The loss of the newly consolidated Dixons Carphone business, reported by Campaign last week, has gone down just as badly. During the pitch, Sorrell backed his business partner and co-owner of M/SIX Johnny Hornby, and there was even the option of a fully fledged Group M solution in MediaCom.

Cost-savings were clearly top of mind throughout the review. Before Christmas, Sebastian James, Dixons Carphone’s chief executive, brought forward by a year targets to save a minimum of £80 million by 2017/18. As an aside, it suggests at least one of the two marketers who led the review is now living on borrowed time.

Group M’s positioning is clear: its shops represent at least a third of the UK’s £9 billion of media bought via agencies and so, when it comes to negotiating power with media owners, it can’t be beaten on price. Not consistently, at any rate, and not across multiple media.

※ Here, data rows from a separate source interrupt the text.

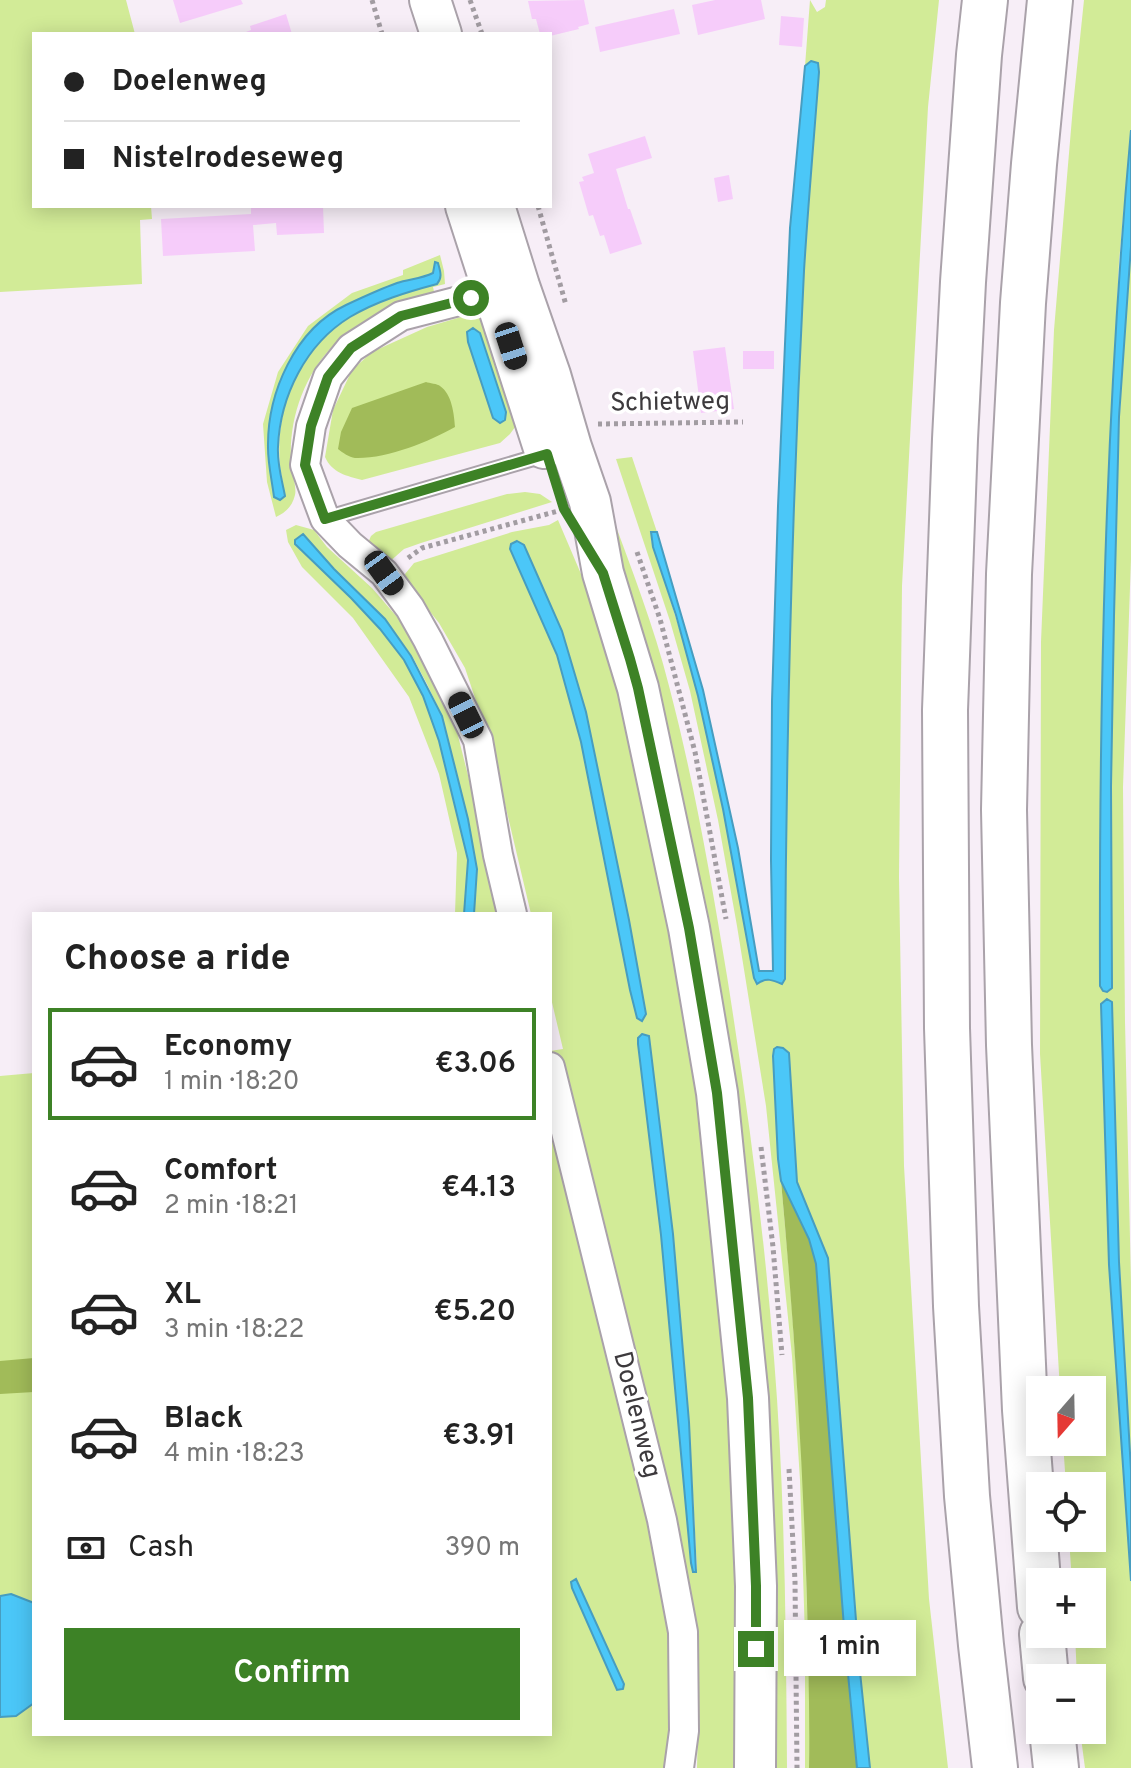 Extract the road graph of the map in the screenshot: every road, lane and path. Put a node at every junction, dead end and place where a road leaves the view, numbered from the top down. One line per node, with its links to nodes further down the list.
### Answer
1 (372, 0): 7 (path)
2 (402, 0): 8 (street)
3 (430, 0): 9 (street)
4 (470, 0): 10 (path)
5 (985, 0): 28 (highway)
6 (1050, 0): 24 (highway)
7 (381, 32)
8 (412, 32)
9 (440, 32)
10 (481, 32)
11 (467, 208): 13 (street)
12 (494, 208): 13 (street)
13 (506, 289): 15 (street); 17 (street)
14 (743, 422): 15 (path, Schietweg)
15 (571, 442): 16 (street); 17 (lane); 20 (street)
16 (564, 509): 19 (path); 20 (street)
17 (325, 519): 19 (street)
18 (636, 549): 21 (path)
19 (384, 573): 22 (street)
20 (603, 573): 27 (street)
21 (677, 677)
22 (512, 912)
23 (552, 1075): 26 (street, Doelenweg)
24 (1037, 1568)
25 (1053, 1744): 29 (highway)
26 (679, 1768)
27 (755, 1768)
28 (995, 1768)
29 (1056, 1768) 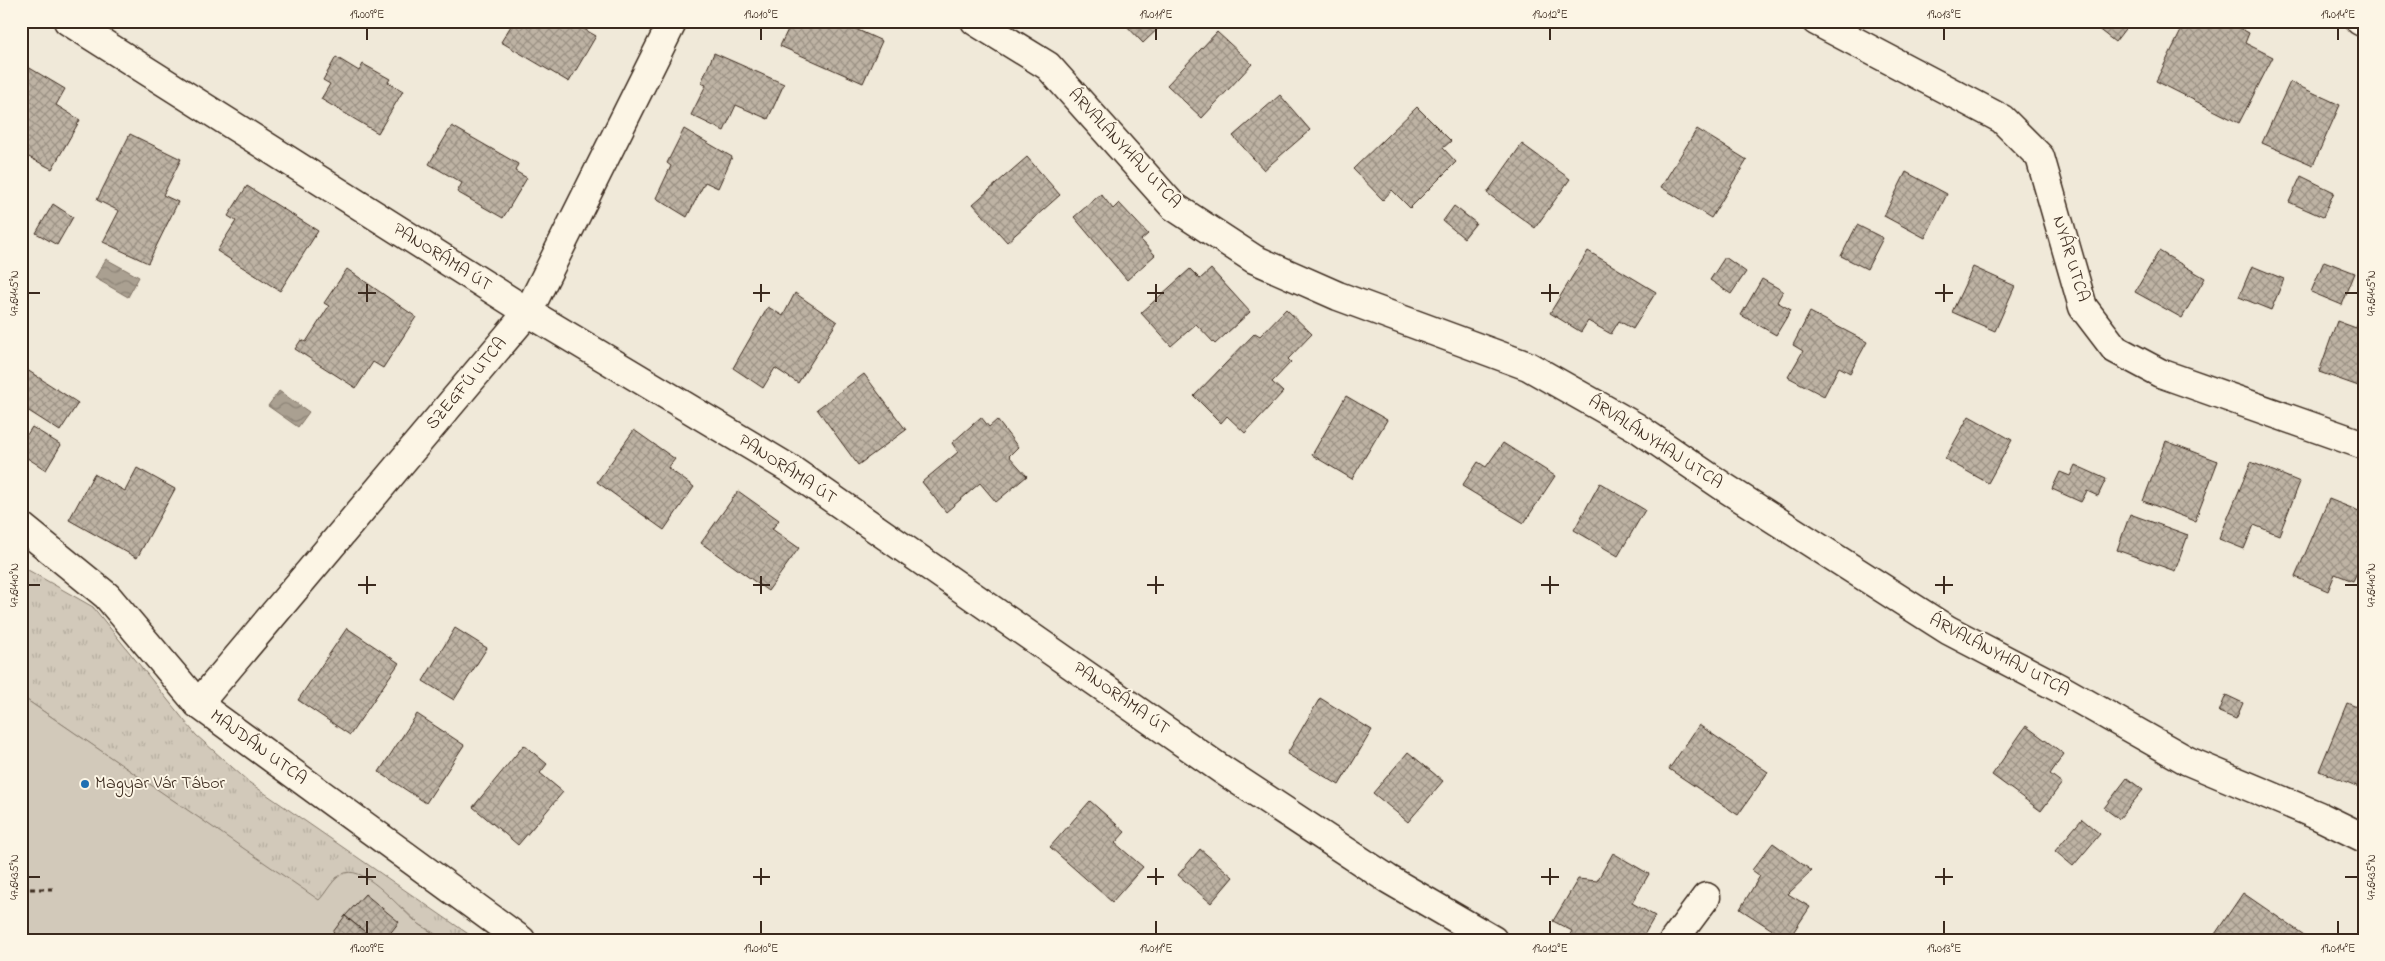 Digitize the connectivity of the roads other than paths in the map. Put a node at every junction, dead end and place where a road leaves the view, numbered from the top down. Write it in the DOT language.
graph roads {
  1 [pos="68,21"];
  2 [pos="673,21"];
  3 [pos="975,21"];
  4 [pos="1816,21"];
  5 [pos="2360,21"];
  6 [pos="2364,23"];
  7 [pos="528,312"];
  8 [pos="2364,445"];
  9 [pos="21,526"];
  10 [pos="198,704"];
  11 [pos="2364,838"];
  12 [pos="1706,897"];
  13 [pos="521,940"];
  14 [pos="1493,940"];
  15 [pos="1674,940"];
  1 -- 7 [label="street, PANORÁMA ÚT"];
  2 -- 7 [label="street, SZEGFŰ UTCA"];
  3 -- 11 [label="street, ÁRVALÁNYHAJ UTCA"];
  4 -- 8 [label="street, NYÁR UTCA"];
  5 -- 6 [label="street"];
  7 -- 10 [label="street, SZEGFŰ UTCA"];
  7 -- 14 [label="street, PANORÁMA ÚT"];
  9 -- 10 [label="street, MAJDÁN UTCA"];
  10 -- 13 [label="street, MAJDÁN UTCA"];
  12 -- 15 [label="street"];
}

And yet, beat it Walker Media did. Retaining its 16-year-old founding client Dixons, which includes the Currys and PC World brands, and adding Carphone Warehouse, is no mean feat – especially with other long-term relationships at play (Hornby’s relationship with Carphone Warehouse’s boss, Sir Charles Dunstone, is one of the industry’s best-known bromances).

'When it comes to negotiating power, Group M can't be beaten on price. Not consistently, at any rate'

Omnicom took one look at the dynamics among the incumbents and withdrew from contention altogether.

I understand Dentsu Aegis Network did actually pitch but failed to progress – an unusual fate for the home of Carat, the UK’s new-business leader in 2014.

Walker is celebrating the win as proof that its new home at Publicis Groupe, with its breadth of capabilities, is propelling the agency to new heights. Having mobile media specialists who used to work on the O2 business on tap will certainly help. Walker’s loss of Marks & Spencer’s £60 million media account last summer to Group M’s Mindshare cut deep, and the shop will be hoping to kick on from here.

But for Sorrell and co, the public narrative is set: Walker has been awarded the business after tabling desperate rates that are unsustainable and can only be met if Publicis takes value from its other clients. Simple market economics or sour grapes? Take your pick.